Brazil’s forest fires last month underlined one fact: The biggest challenges facing our planet respect no borders.
Yet, exactly when the international community was in dire need of global solutions, the logic of lonely powers continued to rapidly metastasize, weakening the spirit of multilateral co-operation. Even as the Group of Seven countries offered assistance and aid, the United States has been opting out from major accords and treaties, while China and Russia have been undermining the rules from within. Brazil, itself under the belligerent leadership of President Jair Bolsonaro, has also walked away from its international commitments and responsibilities.
At a time when some are pulling back on their commitments to multilateralism, we cannot afford to limit countries willing to reinforce international rules and co-operation. So we can send a clear message by inviting countries like Taiwan – a major industrialized democracy that wants to play a constructive role – to participate in more international decision-making bodies.
China, however, has been throwing its weight around in demanding other states deny Taiwan – which Beijing views as part of its “sacred territory” under One China principles – a presence on any United Nations body or initiative. To do so, Beijing has used pressure and fear tactics to pick off countries that have recognized Taiwan as a fully-fledged state. Six countries have cut ties with Taiwan since the 2016 election of the Democratic Progressive Party, which supports independence and sovereignty; most recently, the Solomon Islands, Taiwan’s biggest ally in the Pacific, ended 36 years of diplomatic relations after receiving Chinese promises and US$8.5-million in development funds.
Universality is a defining principle of the UN. And yet Taiwan is denied the simple right to sit, even as an observer, in its forums.
This has an impact on our lives, too. Taiwan’s exclusion from the UN World Health Assembly creates a weak link in efforts to prevent and contain global disease outbreaks such as Ebola. This is particularly regrettable given Taiwan’s know-how and resources in the health sector.
The same goes for climate change, which sorely needs all the international goodwill it can get. Despite having its presence at UN Conference of Parties meetings limited to that of a non-governmental organization observer, Taiwan has set ambitious emissions-reduction targets and has embraced renewable sources. It also wants to make a wider contribution to the global effort, providing technology, funds and expertise to ensure food security, green energy and biodiversity conservation – but is being denied the opportunity.
And for 11 days starting on Sept. 24, the International Civil Aviation Organization will meet in Montreal. This is the body that regulates international airspace and keeps our flights safe. Taiwan was a founding member of the ICAO, but China is again seeking to deny Taipei access to the meeting, even though Taiwanese airspace serves 1.7 million flights a year.
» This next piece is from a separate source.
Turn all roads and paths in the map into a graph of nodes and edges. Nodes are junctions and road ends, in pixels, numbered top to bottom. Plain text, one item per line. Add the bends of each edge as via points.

These are not UN forums of huge geopolitical importance, but initiatives and organizations that focus on practical issues. Taiwan is not asking for UN agencies to take a side on China’s territorial claims; they are merely asking to be invited as observers in order to contribute to global problem-solving.
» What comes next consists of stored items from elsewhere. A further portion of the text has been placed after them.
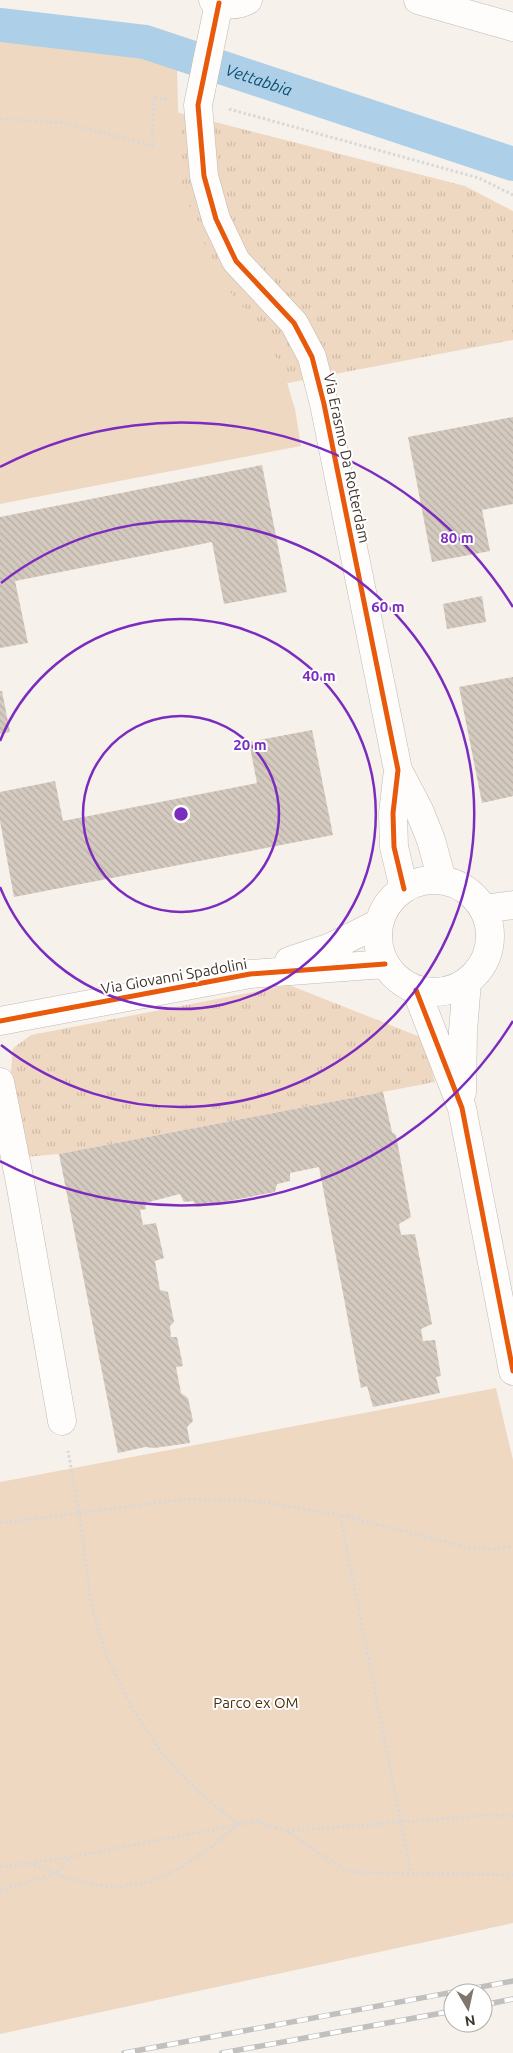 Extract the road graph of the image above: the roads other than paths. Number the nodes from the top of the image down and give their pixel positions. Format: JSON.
{"nodes":[{"id":1,"x":248,"y":0,"type":"edge"},
{"id":2,"x":418,"y":0,"type":"edge"},
{"id":3,"x":216,"y":7,"type":"edge"},
{"id":4,"x":513,"y":27,"type":"edge"},
{"id":5,"x":398,"y":770,"type":"junction"},
{"id":6,"x":442,"y":880,"type":"junction"},
{"id":7,"x":404,"y":889,"type":"junction"},
{"id":8,"x":513,"y":905,"type":"edge"},
{"id":9,"x":484,"y":909,"type":"junction"},
{"id":10,"x":379,"y":923,"type":"junction"},
{"id":11,"x":501,"y":940,"type":"edge"},
{"id":12,"x":385,"y":964,"type":"junction"},
{"id":13,"x":250,"y":974,"type":"junction"},
{"id":14,"x":467,"y":982,"type":"junction"},
{"id":15,"x":416,"y":990,"type":"junction"},
{"id":16,"x":0,"y":1021,"type":"edge"},
{"id":17,"x":0,"y":1082,"type":"edge"},
{"id":18,"x":462,"y":1108,"type":"junction"},
{"id":19,"x":513,"y":1371,"type":"edge"},
{"id":20,"x":62,"y":1421,"type":"road end"}],
"edges":[{"from":1,"to":3,"type":"street"},
{"from":2,"to":4,"type":"street"},
{"from":3,"to":5,"type":"street","name":"Via Erasmo Da Rotterdam"},
{"from":5,"to":6,"type":"street","name":"Via Erasmo Da Rotterdam"},
{"from":5,"to":7,"type":"street","name":"Via Erasmo Da Rotterdam"},
{"from":6,"to":7,"type":"street"},
{"from":6,"to":9,"type":"street"},
{"from":7,"to":10,"type":"street"},
{"from":8,"to":9,"type":"street"},
{"from":9,"to":11,"type":"street"},
{"from":10,"to":12,"type":"street"},
{"from":10,"to":13,"type":"street","name":"Via Giovanni Spadolini"},
{"from":11,"to":14,"type":"street"},
{"from":12,"to":13,"type":"street","name":"Via Giovanni Spadolini"},
{"from":12,"to":15,"type":"street"},
{"from":13,"to":16,"type":"street","name":"Via Giovanni Spadolini"},
{"from":14,"to":15,"type":"street"},
{"from":14,"to":18,"type":"street"},
{"from":15,"to":18,"type":"street"},
{"from":17,"to":20,"type":"street"},
{"from":18,"to":19,"type":"street"}]}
Even though Taiwan is playing by the rules, the democratic world responds with indifference, or even fear of upsetting China. It sends a signal that Beijing can demand and threaten its way around democratic capitals, especially as many investment-hungry Western states allow themselves to become susceptible to Chinese investment, which has increased 1,500 per cent in Europe since 2010 alone.
However, in return for this state-backed strategic investment, Beijing is also looking for political influence. Take Greece, for example, where significant Chinese investment after the euro zone crisis led Athens to block a European Union statement criticizing China’s human-rights record. Other EU states with Chinese strategic investments also watered down an EU statement criticizing China’s aggressive posture in the South China Sea.
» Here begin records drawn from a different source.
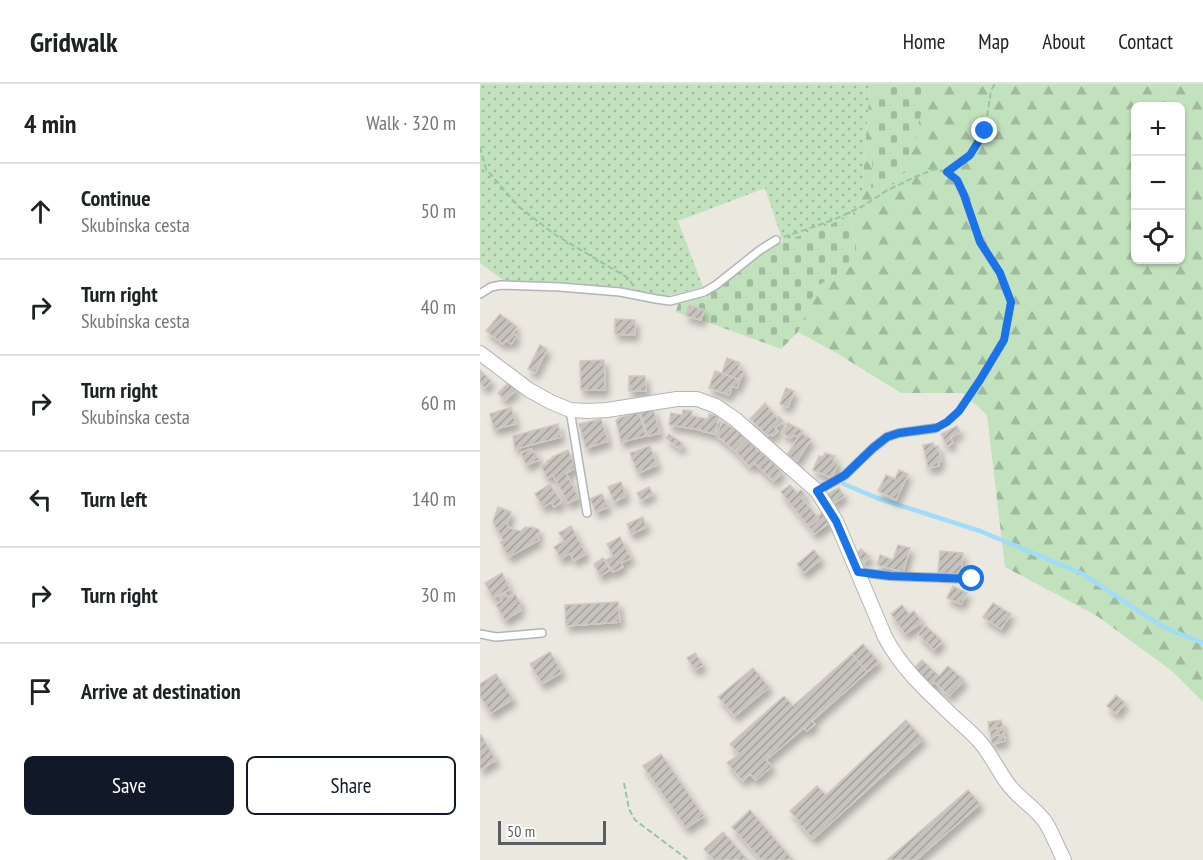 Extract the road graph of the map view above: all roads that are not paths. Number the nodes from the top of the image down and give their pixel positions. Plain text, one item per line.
1 (776, 240) road end
2 (480, 294) edge
3 (480, 353) edge
4 (570, 410) junction
5 (936, 428) road end
6 (817, 491) junction
7 (586, 513) dead end
8 (858, 572) junction
9 (972, 579) dead end
10 (542, 633) dead end
11 (480, 634) edge
12 (1064, 860) edge

1 - 2 lane
3 - 4 street
4 - 6 street
4 - 7 lane
5 - 6 lane
6 - 8 street
8 - 9 lane
8 - 12 street
10 - 11 lane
Many would argue that our acquiescence is simple realpolitik toward a future superpower. But this is the key point – because if we do not stand up for international co-operation and rules, then indeed strong, selfish powers will dominate this century. The result will be that democracy and the peace-sustaining, rules-based international order will inexorably decline. The democratic world can start to fight back now – and one small but significant step would be inviting Taiwan to attend the ICAO assembly in Montreal.